● **Assignment**: Reproduce exactly the lines below, from the first through the one containing "width:19px; height:19px; translate:-50%", and nothing more.

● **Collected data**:
· · · · ·

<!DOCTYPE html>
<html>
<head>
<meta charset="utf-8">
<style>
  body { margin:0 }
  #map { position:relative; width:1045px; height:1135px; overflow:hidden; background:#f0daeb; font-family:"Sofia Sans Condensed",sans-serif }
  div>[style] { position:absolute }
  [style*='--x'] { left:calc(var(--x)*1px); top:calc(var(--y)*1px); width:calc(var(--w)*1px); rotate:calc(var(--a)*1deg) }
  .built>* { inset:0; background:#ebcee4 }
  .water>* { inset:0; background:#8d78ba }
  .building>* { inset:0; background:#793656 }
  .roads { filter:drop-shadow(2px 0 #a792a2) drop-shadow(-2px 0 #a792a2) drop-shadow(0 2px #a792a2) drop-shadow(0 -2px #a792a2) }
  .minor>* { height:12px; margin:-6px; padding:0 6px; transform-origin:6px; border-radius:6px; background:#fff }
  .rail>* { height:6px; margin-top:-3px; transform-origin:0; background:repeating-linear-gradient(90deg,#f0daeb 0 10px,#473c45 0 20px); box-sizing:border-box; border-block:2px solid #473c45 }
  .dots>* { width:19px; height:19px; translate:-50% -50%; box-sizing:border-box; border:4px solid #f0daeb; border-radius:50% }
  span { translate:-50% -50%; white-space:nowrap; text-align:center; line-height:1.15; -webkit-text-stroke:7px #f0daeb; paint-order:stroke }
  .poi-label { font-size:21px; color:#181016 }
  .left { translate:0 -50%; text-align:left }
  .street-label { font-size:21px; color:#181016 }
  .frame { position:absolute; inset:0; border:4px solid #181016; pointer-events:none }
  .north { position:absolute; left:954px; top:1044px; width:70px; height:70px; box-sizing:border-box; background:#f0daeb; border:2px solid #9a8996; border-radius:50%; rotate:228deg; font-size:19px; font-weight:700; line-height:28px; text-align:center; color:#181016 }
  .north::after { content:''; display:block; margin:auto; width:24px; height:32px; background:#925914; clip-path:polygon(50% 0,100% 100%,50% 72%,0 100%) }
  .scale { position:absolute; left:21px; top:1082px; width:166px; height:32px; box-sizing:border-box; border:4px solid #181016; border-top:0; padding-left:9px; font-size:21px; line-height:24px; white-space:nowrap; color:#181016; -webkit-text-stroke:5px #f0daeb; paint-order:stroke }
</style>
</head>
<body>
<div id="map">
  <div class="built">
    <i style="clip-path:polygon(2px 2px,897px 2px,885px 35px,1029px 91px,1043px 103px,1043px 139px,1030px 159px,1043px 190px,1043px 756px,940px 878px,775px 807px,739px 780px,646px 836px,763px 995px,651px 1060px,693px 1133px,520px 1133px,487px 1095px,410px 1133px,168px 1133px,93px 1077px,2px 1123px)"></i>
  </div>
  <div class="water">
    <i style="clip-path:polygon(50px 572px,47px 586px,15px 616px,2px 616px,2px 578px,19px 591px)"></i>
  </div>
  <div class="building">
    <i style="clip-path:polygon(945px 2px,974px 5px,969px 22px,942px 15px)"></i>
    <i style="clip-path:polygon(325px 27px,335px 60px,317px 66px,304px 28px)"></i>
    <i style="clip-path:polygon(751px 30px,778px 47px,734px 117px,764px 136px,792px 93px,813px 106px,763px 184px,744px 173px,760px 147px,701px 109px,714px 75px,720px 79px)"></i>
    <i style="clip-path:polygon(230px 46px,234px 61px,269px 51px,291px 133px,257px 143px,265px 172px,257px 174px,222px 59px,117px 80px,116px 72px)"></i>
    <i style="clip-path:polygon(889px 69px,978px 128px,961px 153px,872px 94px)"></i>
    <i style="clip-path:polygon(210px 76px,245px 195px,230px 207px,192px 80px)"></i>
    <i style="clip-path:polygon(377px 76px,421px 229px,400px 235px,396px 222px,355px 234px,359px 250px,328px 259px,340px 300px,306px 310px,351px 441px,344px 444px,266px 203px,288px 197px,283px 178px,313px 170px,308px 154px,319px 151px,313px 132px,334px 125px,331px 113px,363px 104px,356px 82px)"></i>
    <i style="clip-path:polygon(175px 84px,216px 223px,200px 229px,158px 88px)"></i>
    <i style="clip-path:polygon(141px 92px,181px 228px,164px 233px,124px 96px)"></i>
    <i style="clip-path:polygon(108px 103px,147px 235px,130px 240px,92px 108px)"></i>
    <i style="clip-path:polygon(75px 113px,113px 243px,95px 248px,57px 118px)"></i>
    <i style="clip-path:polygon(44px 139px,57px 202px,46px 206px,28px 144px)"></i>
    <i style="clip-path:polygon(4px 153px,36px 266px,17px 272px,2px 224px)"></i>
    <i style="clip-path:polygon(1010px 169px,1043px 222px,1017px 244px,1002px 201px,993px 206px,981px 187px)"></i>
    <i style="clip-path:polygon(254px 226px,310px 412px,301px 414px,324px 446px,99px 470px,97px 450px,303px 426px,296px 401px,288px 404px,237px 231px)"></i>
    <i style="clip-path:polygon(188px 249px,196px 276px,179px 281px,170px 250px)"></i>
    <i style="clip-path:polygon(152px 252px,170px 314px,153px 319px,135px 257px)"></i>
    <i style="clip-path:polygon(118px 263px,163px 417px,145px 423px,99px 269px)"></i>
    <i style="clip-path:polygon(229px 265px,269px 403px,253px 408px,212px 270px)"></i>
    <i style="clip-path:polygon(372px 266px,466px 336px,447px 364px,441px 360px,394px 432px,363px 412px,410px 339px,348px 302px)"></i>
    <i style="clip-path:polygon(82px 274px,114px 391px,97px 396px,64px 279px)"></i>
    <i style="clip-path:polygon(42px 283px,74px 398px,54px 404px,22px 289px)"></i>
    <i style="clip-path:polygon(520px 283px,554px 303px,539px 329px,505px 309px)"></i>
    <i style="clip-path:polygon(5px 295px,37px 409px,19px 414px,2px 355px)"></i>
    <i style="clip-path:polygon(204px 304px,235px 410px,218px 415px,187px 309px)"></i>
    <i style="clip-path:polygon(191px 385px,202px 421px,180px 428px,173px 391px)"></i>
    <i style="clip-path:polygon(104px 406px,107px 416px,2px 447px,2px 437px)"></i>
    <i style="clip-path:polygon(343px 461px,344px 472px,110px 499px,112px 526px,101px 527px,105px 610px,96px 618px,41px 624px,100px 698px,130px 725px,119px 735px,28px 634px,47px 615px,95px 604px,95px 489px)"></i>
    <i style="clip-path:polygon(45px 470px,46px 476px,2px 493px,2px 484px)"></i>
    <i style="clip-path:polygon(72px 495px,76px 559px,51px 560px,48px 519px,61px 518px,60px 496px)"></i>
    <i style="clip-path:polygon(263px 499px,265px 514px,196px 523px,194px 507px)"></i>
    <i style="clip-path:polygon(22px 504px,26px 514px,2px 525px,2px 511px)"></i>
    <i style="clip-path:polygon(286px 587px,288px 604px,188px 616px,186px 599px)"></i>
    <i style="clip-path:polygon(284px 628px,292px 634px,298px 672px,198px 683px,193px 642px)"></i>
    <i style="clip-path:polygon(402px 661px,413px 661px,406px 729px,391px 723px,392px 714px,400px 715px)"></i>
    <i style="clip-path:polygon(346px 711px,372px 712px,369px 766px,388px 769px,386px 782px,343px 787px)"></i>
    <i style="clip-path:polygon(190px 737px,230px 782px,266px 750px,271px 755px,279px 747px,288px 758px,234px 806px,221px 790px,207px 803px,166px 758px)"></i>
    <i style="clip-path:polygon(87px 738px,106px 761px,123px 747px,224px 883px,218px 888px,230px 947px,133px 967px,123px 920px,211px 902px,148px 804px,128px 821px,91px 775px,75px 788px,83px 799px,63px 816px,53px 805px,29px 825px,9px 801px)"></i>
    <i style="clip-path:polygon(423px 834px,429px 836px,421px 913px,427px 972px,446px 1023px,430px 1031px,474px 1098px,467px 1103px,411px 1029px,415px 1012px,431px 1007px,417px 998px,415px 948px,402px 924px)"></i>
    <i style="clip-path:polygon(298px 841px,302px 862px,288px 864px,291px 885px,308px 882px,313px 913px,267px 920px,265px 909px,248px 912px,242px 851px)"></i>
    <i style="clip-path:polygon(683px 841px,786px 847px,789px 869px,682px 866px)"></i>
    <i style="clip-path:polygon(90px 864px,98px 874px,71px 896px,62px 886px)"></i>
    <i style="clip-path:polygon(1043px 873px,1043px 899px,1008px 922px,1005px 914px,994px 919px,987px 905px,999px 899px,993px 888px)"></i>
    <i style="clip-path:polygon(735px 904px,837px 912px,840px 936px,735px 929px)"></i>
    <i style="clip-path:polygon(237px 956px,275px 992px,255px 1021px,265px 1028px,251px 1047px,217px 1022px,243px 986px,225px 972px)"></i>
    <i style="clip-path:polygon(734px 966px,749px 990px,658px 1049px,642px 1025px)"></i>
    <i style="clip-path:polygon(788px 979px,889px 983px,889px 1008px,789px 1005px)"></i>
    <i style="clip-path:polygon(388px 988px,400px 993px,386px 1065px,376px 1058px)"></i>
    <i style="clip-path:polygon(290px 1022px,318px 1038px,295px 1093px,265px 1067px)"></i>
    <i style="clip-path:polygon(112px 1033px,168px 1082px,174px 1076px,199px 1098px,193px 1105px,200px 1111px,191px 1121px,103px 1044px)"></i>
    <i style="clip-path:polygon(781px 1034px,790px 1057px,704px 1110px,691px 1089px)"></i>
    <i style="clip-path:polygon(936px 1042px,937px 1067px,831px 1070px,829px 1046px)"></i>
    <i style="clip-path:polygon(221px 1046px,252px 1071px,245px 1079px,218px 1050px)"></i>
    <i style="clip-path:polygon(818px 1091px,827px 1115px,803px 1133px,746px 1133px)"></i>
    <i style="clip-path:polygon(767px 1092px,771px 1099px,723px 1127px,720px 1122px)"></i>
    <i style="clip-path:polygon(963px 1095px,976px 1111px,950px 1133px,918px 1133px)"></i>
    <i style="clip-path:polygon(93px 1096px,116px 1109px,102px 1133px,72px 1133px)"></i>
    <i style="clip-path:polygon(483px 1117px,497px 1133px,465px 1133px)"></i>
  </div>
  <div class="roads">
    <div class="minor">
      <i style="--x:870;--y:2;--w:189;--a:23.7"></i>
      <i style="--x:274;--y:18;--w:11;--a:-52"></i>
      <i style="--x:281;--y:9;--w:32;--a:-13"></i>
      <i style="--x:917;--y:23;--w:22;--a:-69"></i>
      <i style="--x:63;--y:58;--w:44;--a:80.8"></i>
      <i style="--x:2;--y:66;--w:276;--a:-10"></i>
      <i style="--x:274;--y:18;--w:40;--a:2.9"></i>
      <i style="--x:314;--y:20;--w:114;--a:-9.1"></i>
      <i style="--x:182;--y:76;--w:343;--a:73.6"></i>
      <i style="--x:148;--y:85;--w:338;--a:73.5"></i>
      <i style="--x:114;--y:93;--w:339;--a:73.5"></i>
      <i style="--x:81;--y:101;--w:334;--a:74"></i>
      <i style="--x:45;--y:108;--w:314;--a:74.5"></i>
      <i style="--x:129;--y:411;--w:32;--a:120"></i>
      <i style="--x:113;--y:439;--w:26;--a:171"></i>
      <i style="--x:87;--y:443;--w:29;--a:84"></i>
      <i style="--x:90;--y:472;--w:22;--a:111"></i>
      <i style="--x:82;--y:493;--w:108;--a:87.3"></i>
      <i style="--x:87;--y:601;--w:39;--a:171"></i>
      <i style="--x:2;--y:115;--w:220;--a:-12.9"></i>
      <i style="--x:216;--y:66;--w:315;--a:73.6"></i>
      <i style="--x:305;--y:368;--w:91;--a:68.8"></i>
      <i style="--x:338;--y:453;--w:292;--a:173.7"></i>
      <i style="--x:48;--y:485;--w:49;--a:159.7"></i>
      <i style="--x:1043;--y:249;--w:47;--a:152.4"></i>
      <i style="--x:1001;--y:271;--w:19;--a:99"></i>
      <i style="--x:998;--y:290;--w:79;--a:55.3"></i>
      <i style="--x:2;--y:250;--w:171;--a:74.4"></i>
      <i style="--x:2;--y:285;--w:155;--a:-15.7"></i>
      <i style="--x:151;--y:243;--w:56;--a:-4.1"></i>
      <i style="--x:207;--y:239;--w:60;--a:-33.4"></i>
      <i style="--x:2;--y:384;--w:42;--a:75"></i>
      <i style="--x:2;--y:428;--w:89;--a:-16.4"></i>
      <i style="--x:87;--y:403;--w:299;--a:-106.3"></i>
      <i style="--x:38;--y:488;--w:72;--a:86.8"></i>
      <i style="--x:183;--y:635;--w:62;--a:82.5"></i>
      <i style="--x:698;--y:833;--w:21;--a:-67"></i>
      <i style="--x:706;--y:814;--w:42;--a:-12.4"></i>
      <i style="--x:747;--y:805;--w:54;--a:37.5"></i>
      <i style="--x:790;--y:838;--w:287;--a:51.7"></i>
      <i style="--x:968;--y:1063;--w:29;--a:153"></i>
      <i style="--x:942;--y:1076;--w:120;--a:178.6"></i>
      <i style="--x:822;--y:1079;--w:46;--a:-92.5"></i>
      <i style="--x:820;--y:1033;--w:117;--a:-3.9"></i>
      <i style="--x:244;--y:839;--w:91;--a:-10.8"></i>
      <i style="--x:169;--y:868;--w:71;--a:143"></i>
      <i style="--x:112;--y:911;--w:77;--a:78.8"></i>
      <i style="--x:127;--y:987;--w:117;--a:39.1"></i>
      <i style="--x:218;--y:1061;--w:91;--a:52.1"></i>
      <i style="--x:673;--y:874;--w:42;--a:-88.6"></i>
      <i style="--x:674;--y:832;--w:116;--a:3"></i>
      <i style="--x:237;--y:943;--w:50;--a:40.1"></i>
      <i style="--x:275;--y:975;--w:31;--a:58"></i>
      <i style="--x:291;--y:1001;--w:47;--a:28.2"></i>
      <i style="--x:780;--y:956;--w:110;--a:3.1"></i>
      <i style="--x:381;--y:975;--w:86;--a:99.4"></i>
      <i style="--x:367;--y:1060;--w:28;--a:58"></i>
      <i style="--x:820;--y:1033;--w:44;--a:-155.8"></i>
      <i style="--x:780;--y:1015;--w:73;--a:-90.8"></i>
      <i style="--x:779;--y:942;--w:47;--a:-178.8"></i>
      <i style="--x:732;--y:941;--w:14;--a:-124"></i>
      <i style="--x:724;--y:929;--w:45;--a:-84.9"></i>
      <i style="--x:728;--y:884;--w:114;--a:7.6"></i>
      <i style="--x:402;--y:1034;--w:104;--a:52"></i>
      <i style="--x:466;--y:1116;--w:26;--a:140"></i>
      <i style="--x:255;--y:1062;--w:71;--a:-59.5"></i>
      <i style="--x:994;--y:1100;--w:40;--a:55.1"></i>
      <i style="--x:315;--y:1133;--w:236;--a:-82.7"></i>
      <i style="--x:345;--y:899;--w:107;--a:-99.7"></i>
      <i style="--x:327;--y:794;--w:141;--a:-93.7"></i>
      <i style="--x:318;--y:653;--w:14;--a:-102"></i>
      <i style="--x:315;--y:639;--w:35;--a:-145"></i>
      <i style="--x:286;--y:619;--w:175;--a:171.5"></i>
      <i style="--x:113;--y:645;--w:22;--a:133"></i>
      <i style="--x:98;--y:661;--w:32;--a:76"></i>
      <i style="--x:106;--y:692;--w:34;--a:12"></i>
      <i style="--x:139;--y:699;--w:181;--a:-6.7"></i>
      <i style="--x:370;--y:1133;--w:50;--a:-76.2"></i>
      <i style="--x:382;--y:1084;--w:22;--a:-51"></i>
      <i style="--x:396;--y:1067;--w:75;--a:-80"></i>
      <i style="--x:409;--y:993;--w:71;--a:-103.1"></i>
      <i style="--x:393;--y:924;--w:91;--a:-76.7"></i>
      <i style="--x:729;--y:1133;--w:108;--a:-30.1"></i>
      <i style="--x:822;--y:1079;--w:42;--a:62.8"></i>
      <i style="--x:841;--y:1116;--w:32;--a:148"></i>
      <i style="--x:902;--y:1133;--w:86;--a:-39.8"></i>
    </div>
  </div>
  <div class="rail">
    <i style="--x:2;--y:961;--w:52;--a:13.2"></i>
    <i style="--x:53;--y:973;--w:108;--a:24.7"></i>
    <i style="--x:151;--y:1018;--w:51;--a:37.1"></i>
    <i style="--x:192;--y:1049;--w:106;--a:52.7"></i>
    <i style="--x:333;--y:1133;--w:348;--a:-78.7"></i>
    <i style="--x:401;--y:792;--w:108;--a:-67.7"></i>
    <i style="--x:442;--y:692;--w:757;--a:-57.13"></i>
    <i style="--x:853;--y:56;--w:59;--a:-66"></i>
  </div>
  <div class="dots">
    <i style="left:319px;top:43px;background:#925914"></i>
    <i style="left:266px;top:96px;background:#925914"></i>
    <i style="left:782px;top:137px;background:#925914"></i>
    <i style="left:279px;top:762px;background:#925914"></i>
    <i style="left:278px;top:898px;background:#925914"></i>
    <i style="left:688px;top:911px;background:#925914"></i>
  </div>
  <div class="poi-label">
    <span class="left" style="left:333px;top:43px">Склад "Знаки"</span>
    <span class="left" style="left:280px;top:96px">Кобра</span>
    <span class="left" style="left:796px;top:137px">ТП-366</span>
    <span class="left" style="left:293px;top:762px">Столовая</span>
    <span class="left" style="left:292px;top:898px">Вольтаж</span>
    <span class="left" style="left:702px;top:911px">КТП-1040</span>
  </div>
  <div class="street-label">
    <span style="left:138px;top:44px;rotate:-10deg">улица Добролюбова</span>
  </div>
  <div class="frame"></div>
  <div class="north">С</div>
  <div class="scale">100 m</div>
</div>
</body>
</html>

· · · · ·

● **Response to this task**:
<!DOCTYPE html>
<html>
<head>
<meta charset="utf-8">
<style>
  body { margin:0 }
  #map { position:relative; width:1045px; height:1135px; overflow:hidden; background:#f0daeb; font-family:"Sofia Sans Condensed",sans-serif }
  div>[style] { position:absolute }
  [style*='--x'] { left:calc(var(--x)*1px); top:calc(var(--y)*1px); width:calc(var(--w)*1px); rotate:calc(var(--a)*1deg) }
  .built>* { inset:0; background:#ebcee4 }
  .water>* { inset:0; background:#8d78ba }
  .building>* { inset:0; background:#793656 }
  .roads { filter:drop-shadow(2px 0 #a792a2) drop-shadow(-2px 0 #a792a2) drop-shadow(0 2px #a792a2) drop-shadow(0 -2px #a792a2) }
  .minor>* { height:12px; margin:-6px; padding:0 6px; transform-origin:6px; border-radius:6px; background:#fff }
  .rail>* { height:6px; margin-top:-3px; transform-origin:0; background:repeating-linear-gradient(90deg,#f0daeb 0 10px,#473c45 0 20px); box-sizing:border-box; border-block:2px solid #473c45 }
  .dots>* { width:19px; height:19px; translate:-50% -50%; box-sizing:border-box; border:4px solid #f0daeb; border-radius:50% }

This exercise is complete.